> [Data]
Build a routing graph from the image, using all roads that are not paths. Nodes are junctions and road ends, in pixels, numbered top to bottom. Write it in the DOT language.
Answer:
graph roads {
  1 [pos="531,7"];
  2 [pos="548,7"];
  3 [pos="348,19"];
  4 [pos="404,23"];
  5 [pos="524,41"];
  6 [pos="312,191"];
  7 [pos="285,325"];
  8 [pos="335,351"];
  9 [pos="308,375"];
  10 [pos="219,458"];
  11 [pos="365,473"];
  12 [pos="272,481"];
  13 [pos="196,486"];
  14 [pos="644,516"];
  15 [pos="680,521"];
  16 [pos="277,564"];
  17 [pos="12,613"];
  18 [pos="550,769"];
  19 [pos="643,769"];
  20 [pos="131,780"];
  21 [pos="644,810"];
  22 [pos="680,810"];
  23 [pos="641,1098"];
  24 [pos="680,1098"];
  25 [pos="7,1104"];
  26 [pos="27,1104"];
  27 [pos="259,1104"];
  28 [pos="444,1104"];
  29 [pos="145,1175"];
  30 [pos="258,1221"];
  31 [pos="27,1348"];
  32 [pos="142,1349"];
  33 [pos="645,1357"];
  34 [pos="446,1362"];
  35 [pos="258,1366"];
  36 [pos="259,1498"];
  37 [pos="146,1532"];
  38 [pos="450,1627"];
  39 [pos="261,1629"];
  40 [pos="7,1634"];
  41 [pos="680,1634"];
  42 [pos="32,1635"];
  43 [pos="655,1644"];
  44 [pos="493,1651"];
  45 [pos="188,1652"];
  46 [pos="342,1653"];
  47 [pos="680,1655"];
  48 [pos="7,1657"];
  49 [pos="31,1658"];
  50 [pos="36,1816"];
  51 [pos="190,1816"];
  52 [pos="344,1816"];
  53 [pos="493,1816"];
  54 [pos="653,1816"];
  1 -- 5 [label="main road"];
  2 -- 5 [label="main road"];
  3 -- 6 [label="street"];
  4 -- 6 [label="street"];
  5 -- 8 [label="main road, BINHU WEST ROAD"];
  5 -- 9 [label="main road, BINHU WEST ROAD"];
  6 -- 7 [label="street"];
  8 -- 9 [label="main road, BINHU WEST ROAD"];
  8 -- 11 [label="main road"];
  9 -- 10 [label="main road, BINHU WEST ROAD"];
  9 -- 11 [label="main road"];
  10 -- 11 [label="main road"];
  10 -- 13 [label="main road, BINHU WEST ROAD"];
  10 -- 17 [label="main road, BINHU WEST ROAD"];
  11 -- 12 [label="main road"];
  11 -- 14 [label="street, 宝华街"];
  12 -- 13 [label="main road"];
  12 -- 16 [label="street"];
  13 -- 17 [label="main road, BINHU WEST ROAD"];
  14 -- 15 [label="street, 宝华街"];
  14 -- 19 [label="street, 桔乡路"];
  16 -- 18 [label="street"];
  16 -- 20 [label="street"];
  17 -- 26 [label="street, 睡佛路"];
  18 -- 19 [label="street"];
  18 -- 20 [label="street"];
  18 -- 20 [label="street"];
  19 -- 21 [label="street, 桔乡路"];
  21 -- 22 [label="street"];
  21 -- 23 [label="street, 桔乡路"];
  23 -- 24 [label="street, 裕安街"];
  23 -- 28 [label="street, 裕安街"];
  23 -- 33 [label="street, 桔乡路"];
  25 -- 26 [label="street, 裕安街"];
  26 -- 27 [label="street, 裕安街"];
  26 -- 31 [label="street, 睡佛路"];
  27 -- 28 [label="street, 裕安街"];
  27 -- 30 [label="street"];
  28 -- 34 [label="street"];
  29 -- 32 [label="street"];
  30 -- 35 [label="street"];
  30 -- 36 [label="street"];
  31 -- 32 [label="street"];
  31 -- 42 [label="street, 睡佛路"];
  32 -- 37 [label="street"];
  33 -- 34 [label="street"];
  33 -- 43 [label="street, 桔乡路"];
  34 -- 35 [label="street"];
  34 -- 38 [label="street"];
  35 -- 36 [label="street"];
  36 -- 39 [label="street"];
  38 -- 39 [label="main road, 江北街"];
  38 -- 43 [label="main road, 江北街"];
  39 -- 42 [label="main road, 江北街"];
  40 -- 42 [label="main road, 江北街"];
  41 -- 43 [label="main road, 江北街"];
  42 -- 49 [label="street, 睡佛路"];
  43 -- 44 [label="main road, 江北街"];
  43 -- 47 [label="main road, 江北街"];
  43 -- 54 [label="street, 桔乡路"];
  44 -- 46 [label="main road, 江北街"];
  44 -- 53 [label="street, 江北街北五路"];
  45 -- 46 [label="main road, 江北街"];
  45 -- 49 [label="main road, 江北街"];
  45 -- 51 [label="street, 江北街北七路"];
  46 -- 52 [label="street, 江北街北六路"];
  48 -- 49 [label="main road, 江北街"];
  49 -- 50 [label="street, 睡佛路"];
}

> [What is being asked] Within the data above, pick out all lines holding the word "graph".

> [Response box]
Build a routing graph from the image, using all roads that are not paths. Nodes are junctions and road ends, in pixels, numbered top to bottom. Write it in the DOT language.
graph roads {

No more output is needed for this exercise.